[What you need to do] Look through the entries. Copy each line that has the word "every".

= = = = =

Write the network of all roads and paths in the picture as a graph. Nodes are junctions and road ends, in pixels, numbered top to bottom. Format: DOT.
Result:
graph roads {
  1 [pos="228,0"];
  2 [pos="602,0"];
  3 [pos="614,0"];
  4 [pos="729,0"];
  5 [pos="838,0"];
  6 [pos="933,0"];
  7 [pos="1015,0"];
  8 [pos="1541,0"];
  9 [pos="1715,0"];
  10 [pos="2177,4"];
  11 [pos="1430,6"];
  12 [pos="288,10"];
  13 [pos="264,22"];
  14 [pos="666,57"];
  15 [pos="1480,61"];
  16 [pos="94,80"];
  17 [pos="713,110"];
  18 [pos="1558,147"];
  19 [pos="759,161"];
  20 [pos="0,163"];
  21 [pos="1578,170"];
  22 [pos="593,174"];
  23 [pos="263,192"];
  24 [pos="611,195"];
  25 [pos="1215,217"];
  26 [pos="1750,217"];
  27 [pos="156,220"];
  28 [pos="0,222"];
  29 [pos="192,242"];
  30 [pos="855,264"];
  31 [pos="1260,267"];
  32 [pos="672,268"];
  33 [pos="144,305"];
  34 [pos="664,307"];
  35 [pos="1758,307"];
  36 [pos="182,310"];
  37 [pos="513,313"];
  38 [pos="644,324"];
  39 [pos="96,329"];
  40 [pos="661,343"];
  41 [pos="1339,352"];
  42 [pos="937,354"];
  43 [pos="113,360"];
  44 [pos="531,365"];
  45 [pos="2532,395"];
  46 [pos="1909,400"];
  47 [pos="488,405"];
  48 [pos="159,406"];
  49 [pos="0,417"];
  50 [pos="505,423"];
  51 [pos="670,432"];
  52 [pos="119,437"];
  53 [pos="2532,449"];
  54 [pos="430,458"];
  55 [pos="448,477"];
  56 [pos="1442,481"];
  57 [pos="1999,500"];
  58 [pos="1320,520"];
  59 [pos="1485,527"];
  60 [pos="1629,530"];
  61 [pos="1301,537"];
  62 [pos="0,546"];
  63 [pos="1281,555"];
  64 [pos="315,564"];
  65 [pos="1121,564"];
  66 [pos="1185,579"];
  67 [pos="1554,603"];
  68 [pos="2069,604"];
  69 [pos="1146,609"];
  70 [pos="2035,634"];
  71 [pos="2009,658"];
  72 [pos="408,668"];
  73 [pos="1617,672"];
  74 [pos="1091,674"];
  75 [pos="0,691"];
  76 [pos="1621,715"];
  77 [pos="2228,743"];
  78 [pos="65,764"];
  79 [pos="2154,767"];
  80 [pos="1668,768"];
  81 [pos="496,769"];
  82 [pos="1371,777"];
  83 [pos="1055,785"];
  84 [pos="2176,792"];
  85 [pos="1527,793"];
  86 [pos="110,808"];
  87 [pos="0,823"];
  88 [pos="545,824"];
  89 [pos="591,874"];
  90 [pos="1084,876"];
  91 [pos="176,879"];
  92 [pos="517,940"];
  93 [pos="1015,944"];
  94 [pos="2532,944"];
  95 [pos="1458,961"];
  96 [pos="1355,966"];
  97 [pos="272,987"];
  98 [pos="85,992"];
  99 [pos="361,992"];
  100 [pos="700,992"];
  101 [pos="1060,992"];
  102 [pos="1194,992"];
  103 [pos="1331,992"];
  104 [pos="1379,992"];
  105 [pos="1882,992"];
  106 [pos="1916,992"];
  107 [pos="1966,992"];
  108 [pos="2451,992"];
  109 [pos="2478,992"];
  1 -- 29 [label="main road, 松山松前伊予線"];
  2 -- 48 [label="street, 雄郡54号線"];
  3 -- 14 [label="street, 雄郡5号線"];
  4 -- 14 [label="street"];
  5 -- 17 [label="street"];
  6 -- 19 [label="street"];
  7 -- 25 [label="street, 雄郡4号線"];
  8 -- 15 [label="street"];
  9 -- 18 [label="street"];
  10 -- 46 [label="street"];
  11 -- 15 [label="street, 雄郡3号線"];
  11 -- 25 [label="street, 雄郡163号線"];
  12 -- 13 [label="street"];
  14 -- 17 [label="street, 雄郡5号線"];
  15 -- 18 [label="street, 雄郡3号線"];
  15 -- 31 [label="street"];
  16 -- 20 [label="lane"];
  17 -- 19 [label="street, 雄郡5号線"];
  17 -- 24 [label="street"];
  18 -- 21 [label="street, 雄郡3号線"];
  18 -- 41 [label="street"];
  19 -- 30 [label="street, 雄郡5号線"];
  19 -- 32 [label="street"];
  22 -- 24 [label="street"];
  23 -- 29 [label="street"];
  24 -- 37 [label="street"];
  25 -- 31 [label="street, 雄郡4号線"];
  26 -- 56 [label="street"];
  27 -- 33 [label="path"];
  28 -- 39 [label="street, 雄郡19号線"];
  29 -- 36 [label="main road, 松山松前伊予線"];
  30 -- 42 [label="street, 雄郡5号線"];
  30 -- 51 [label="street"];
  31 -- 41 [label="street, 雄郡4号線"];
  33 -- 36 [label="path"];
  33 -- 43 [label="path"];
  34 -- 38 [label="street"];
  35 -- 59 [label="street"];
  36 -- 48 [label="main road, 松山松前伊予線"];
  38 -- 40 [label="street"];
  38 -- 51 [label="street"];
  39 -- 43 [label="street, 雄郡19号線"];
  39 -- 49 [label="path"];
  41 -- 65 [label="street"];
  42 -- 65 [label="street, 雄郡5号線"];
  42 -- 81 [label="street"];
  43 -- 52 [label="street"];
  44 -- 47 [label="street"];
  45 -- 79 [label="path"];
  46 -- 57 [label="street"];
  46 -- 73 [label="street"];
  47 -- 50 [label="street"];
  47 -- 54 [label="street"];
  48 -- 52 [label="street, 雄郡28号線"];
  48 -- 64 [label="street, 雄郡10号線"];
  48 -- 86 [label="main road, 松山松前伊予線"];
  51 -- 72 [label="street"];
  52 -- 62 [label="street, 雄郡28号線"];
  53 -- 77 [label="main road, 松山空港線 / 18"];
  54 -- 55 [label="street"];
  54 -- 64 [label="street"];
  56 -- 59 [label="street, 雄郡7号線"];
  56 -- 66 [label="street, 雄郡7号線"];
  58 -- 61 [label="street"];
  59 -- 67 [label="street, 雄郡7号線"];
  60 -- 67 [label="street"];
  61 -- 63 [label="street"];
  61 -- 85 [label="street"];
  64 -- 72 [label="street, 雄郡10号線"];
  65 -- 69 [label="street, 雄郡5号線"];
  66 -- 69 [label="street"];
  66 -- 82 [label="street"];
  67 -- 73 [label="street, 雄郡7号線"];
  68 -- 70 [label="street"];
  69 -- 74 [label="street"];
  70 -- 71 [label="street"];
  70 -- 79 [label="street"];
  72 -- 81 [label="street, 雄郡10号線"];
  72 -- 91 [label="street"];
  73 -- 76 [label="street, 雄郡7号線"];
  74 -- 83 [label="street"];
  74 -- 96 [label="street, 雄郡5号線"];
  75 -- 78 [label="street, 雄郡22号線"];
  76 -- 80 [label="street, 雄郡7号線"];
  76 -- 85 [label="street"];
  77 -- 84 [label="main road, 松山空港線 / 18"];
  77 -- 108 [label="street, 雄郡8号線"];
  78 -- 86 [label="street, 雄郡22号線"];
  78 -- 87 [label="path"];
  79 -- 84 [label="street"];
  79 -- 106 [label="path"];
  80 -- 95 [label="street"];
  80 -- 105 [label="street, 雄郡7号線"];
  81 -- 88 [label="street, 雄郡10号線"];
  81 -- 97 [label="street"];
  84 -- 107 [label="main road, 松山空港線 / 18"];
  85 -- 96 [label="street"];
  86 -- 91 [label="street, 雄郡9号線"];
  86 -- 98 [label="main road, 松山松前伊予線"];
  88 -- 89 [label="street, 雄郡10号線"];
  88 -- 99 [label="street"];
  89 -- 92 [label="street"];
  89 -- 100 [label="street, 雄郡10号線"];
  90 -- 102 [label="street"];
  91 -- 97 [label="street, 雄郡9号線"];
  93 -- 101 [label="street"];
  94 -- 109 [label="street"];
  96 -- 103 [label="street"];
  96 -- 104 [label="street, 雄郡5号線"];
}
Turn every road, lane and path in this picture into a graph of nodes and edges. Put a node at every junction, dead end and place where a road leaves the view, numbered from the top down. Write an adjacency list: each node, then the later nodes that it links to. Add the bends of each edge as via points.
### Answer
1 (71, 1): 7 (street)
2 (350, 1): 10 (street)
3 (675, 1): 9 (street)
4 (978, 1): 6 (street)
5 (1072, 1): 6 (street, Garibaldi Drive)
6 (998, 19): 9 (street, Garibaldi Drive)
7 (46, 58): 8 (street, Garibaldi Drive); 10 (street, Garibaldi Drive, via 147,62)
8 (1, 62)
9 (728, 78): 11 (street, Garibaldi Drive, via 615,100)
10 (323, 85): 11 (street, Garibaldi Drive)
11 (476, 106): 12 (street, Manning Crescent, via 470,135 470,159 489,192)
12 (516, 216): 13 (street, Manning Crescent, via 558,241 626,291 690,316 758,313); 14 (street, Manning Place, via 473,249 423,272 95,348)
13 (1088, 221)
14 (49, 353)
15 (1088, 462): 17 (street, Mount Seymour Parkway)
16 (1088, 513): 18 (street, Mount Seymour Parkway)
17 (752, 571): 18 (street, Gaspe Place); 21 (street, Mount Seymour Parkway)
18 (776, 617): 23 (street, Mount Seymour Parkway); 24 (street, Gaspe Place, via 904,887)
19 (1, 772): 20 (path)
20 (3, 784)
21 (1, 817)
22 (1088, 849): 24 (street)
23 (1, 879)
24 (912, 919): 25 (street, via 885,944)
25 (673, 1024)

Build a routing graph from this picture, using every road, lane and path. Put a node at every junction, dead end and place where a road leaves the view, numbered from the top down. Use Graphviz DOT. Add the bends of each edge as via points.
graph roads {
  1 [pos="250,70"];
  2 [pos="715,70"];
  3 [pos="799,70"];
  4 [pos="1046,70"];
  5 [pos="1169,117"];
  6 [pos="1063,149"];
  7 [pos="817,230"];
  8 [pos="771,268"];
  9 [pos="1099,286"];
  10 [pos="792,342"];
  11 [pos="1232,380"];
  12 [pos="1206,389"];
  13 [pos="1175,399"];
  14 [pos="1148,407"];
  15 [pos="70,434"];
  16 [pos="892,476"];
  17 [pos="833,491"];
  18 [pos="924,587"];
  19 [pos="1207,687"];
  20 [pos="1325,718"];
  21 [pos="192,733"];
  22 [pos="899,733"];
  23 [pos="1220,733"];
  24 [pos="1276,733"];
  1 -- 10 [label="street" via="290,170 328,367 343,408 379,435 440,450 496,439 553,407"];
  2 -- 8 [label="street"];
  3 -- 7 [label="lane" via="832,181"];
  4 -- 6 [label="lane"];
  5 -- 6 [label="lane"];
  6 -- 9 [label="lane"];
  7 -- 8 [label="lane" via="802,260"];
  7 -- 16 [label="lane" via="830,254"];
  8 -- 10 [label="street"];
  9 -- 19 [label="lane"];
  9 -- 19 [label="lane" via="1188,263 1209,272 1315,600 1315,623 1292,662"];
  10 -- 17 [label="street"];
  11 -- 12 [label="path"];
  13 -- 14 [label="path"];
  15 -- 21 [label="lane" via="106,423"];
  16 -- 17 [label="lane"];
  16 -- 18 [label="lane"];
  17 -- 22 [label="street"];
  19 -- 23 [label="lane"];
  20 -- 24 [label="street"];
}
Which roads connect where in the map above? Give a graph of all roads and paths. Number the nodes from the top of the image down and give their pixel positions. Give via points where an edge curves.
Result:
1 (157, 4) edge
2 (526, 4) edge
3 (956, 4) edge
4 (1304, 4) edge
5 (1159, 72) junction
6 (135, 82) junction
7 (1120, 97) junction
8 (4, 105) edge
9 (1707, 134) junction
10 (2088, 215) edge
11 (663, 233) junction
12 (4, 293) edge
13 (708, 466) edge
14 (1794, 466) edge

= = = = =

[Solved exercise]
Turn every road, lane and path in this picture into a graph of nodes and edges. Put a node at every junction, dead end and place where a road leaves the view, numbered from the top down. Write an adjacency list: each node, then the later nodes that it links to. Add the bends of each edge as via points.
Build a routing graph from this picture, using every road, lane and path. Put a node at every junction, dead end and place where a road leaves the view, numbered from the top down. Use Graphviz DOT. Add the bends of each edge as via points.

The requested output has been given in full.